## TASK GOAL
Where the word "dead" occurs in a line of the listing below, copy that line.

## PROVIDED MATERIAL
►

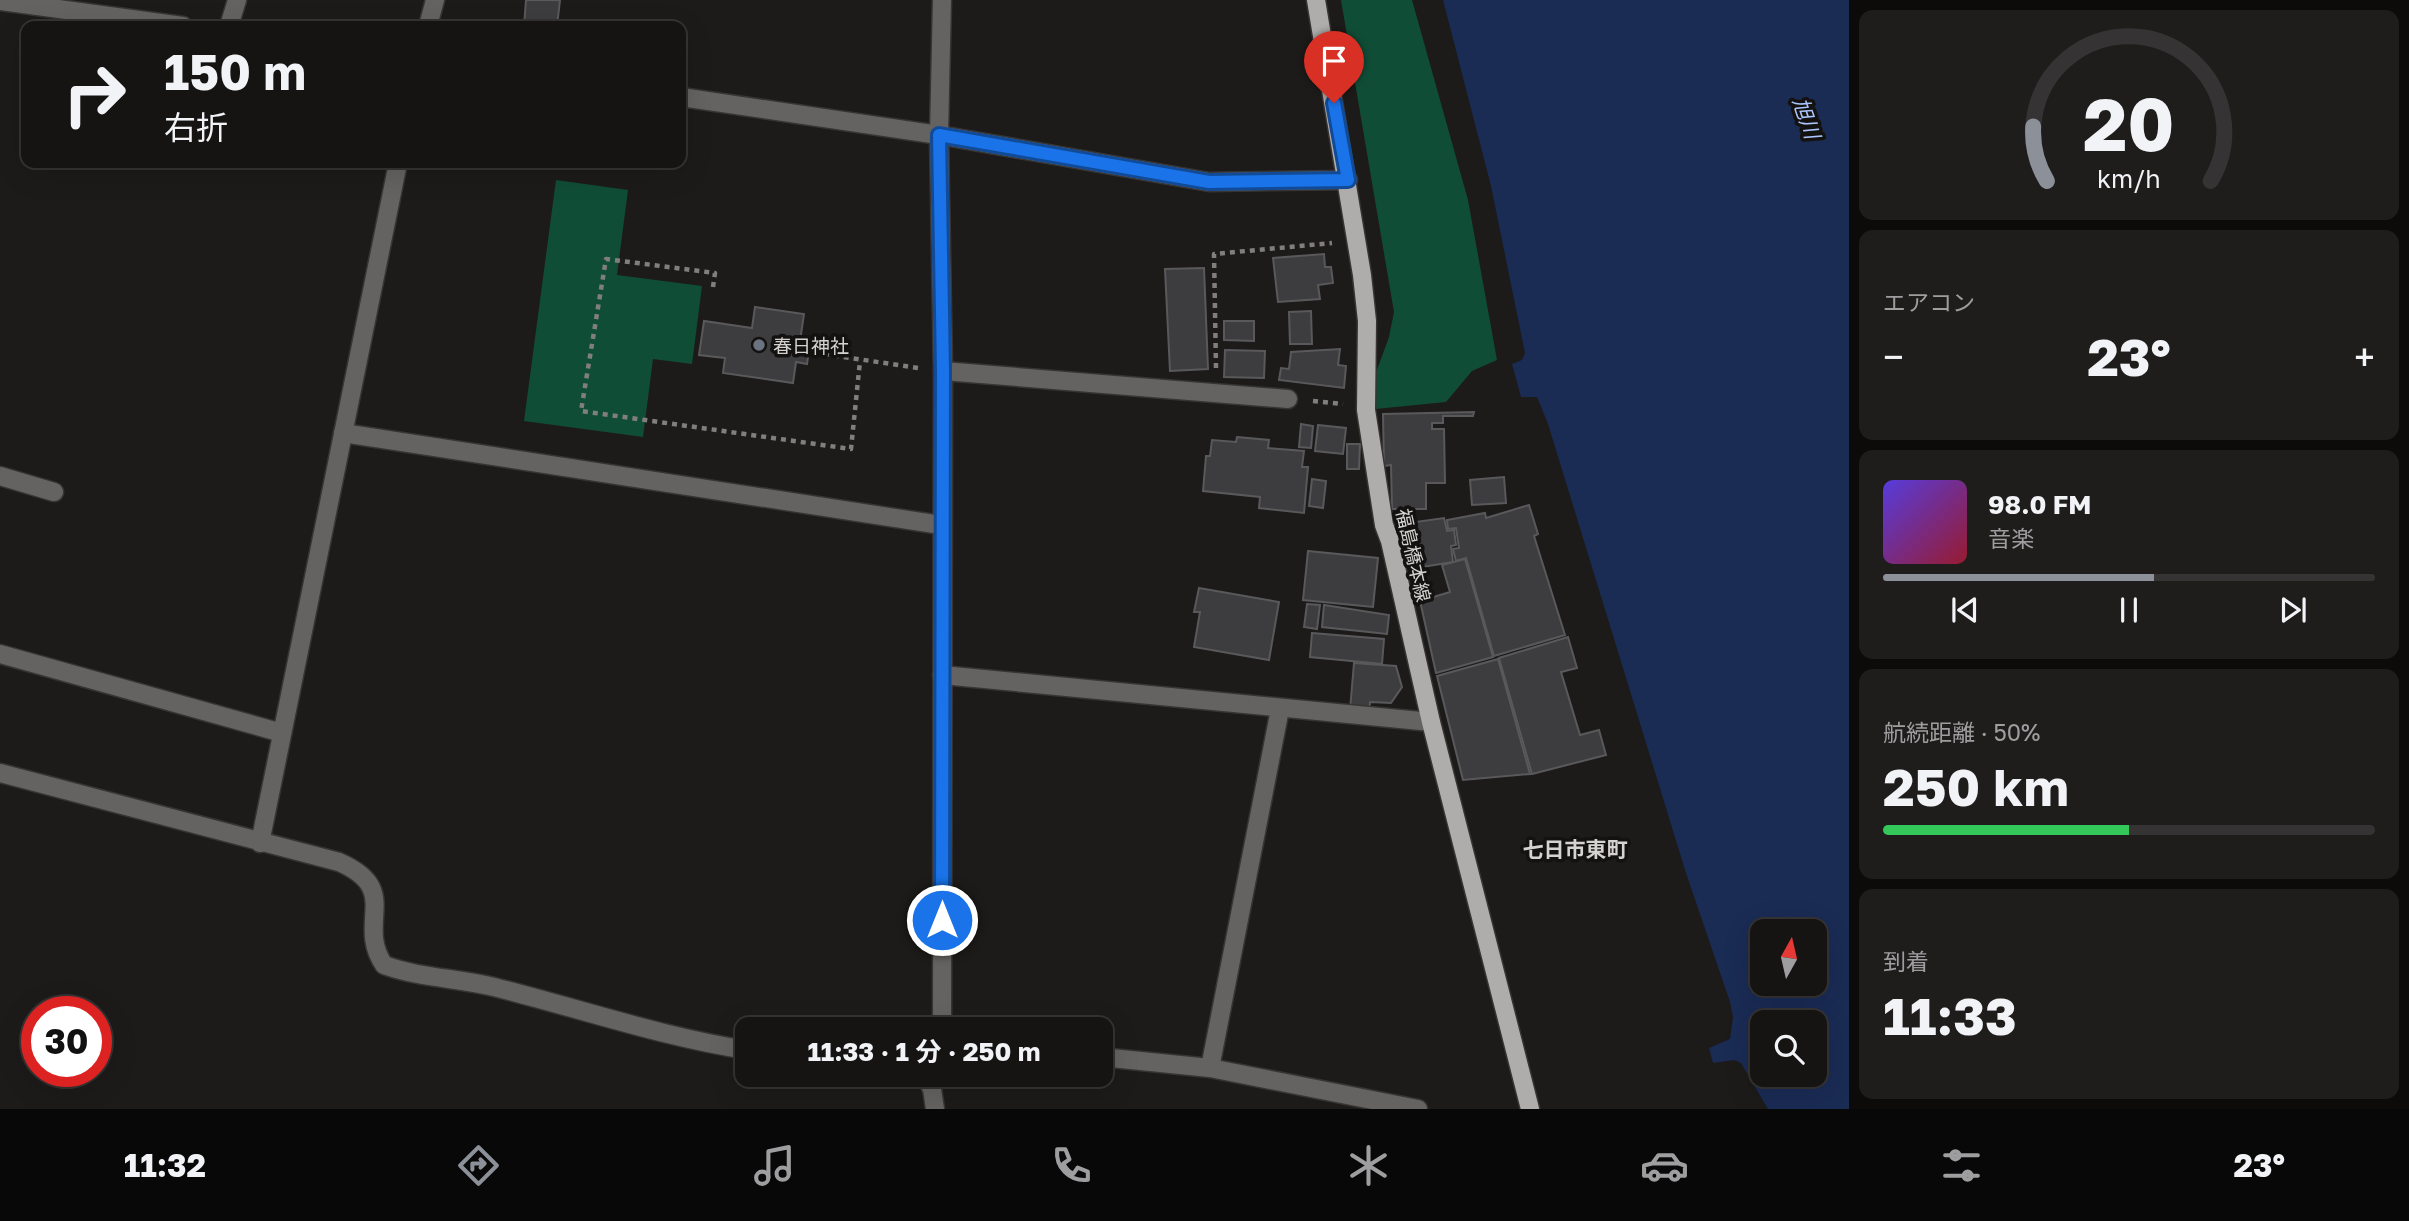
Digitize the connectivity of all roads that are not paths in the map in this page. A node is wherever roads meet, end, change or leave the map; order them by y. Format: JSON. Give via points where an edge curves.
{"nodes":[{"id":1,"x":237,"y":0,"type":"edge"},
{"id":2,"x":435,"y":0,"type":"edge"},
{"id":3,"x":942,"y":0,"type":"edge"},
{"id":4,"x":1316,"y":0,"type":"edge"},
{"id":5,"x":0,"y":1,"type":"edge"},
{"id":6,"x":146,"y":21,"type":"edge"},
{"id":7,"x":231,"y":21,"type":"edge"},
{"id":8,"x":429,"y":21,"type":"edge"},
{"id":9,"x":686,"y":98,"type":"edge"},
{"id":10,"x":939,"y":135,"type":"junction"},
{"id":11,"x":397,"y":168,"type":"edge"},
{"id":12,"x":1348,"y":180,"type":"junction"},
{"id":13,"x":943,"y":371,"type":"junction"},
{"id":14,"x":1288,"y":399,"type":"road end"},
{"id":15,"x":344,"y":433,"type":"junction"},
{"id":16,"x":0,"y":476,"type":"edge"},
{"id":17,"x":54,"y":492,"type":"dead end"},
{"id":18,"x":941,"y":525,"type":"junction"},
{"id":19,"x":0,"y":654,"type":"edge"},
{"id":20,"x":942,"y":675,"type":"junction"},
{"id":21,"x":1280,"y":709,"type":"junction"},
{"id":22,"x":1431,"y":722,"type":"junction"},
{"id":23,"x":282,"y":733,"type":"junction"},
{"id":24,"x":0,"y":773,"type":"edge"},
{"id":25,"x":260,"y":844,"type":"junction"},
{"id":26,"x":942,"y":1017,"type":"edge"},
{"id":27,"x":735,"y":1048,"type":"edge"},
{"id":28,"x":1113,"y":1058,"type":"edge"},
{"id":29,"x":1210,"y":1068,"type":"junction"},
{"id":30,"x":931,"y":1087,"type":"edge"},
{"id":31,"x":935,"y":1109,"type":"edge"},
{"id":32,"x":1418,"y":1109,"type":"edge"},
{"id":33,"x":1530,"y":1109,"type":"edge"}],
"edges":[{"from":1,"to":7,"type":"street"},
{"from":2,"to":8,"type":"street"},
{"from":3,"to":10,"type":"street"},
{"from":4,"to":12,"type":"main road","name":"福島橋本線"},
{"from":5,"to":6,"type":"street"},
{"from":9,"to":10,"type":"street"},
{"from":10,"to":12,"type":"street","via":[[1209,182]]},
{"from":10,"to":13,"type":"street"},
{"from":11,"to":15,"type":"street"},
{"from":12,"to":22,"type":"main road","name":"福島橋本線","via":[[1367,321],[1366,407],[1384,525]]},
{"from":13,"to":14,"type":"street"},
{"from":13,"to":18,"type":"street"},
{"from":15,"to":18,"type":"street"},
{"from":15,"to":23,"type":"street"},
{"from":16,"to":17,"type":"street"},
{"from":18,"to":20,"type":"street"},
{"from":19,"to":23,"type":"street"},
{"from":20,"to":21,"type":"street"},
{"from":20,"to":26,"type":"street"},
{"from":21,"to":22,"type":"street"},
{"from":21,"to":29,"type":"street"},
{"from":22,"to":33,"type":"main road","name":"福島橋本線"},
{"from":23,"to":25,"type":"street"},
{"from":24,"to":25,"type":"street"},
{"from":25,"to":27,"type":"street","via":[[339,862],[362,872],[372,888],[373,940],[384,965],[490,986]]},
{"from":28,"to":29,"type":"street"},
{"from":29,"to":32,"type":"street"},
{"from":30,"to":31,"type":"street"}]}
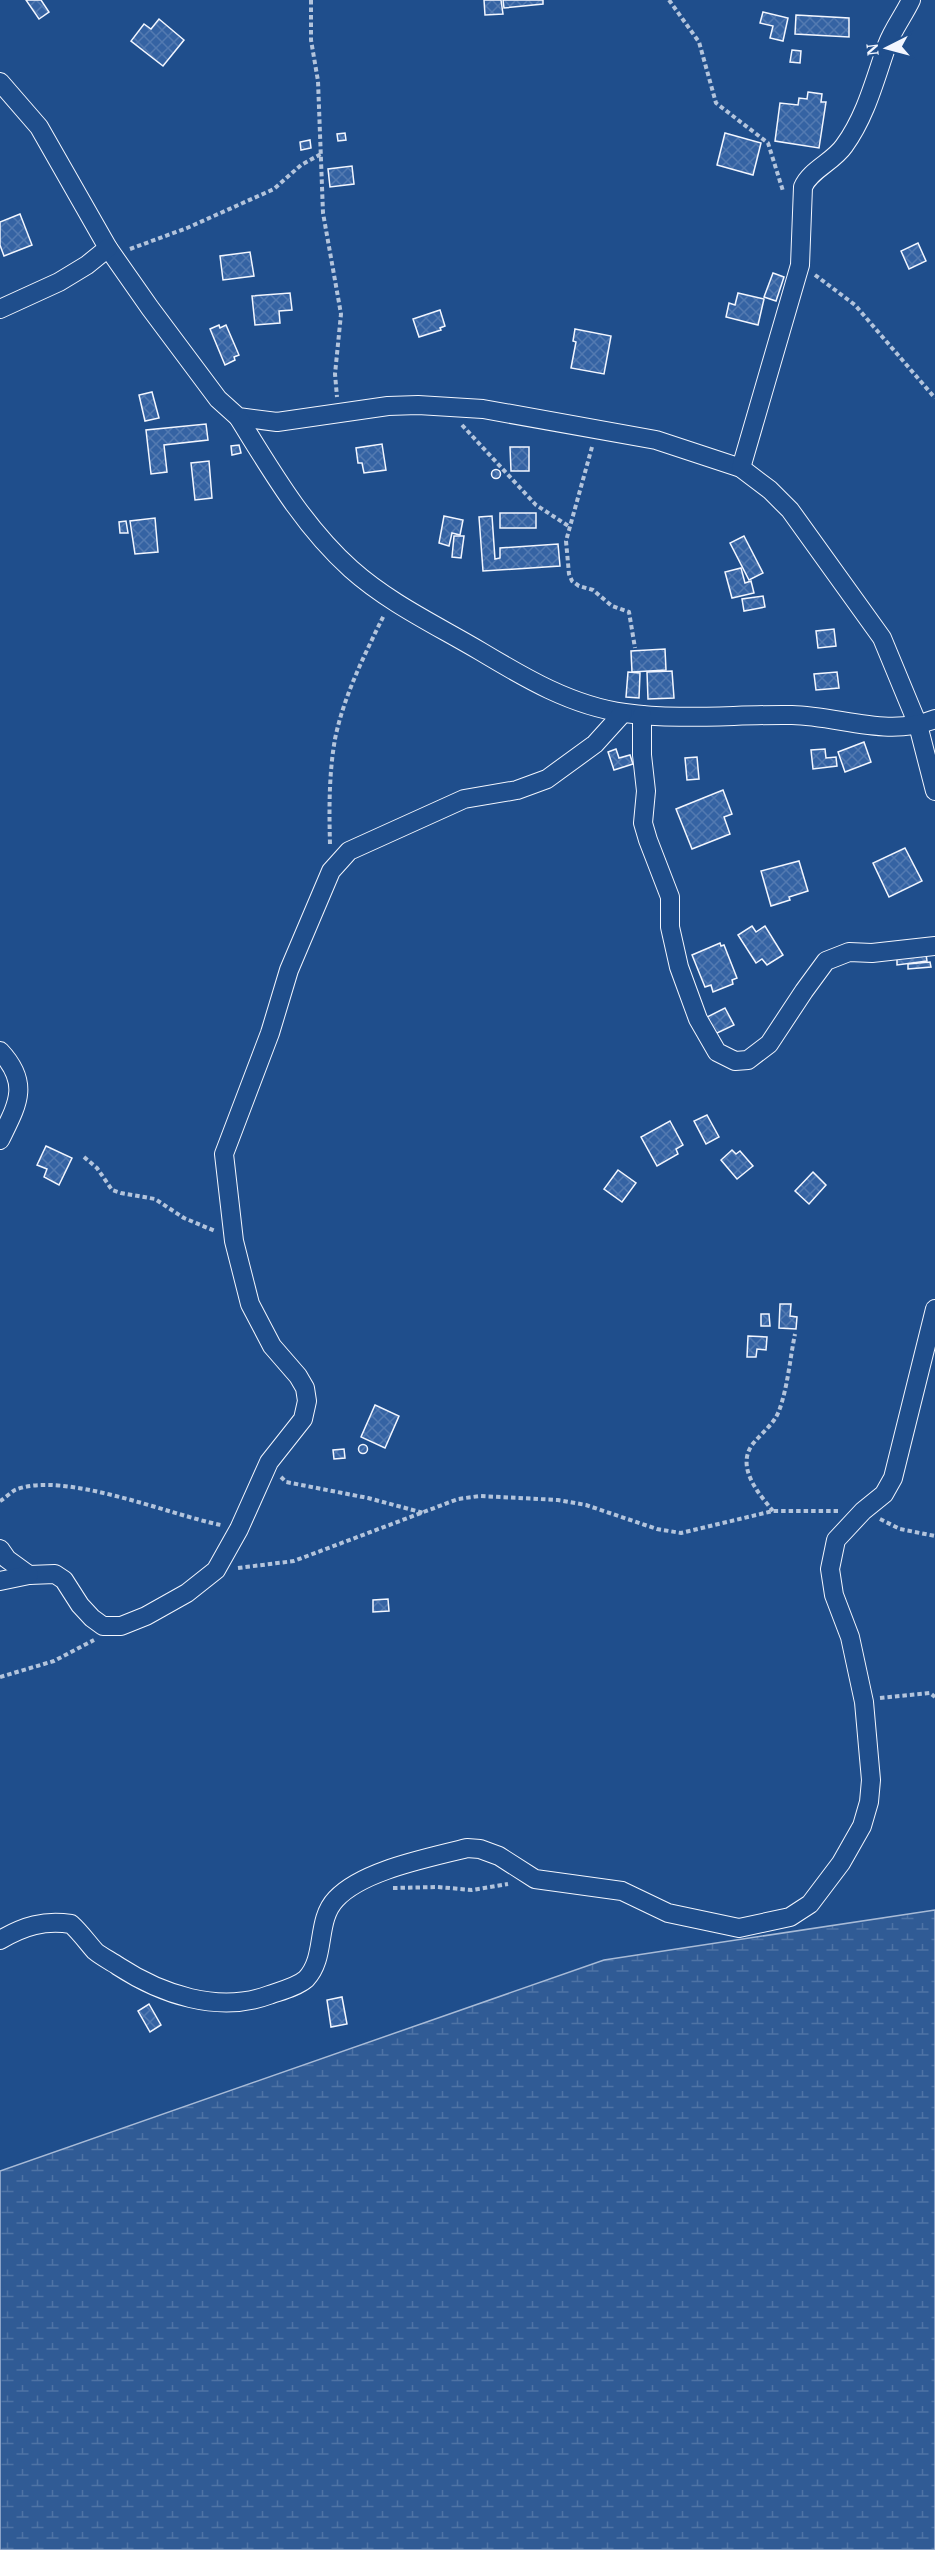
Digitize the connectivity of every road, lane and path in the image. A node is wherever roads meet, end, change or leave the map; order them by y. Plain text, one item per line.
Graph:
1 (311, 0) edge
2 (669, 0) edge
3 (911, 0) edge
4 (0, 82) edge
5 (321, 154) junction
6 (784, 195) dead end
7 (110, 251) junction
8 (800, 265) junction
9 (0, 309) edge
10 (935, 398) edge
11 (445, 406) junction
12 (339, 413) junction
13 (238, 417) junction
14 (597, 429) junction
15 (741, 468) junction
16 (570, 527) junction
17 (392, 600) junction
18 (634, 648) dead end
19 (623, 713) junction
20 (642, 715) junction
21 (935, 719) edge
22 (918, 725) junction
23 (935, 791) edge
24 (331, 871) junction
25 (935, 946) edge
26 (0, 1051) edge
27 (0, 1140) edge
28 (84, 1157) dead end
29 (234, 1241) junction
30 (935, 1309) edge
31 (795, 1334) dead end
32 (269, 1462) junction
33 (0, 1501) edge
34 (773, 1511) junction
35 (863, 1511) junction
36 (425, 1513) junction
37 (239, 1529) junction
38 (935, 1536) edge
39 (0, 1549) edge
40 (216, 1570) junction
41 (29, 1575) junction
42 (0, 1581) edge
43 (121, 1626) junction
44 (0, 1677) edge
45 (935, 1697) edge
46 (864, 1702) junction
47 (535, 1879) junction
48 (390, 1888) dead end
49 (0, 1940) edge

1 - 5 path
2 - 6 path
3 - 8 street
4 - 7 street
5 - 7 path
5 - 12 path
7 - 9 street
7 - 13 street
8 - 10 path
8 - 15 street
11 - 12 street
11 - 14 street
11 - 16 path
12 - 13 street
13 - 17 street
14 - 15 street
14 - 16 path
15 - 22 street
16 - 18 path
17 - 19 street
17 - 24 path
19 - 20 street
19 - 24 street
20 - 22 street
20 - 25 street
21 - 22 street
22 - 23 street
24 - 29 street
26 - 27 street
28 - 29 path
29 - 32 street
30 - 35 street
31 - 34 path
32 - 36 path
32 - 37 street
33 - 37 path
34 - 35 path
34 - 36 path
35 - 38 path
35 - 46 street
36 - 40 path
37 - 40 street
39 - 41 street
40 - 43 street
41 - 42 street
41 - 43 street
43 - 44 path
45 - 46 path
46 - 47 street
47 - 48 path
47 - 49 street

◄

## FINISHED TASK
{"id":17,"x":54,"y":492,"type":"dead end"},
6 (784, 195) dead end
18 (634, 648) dead end
28 (84, 1157) dead end
31 (795, 1334) dead end
48 (390, 1888) dead end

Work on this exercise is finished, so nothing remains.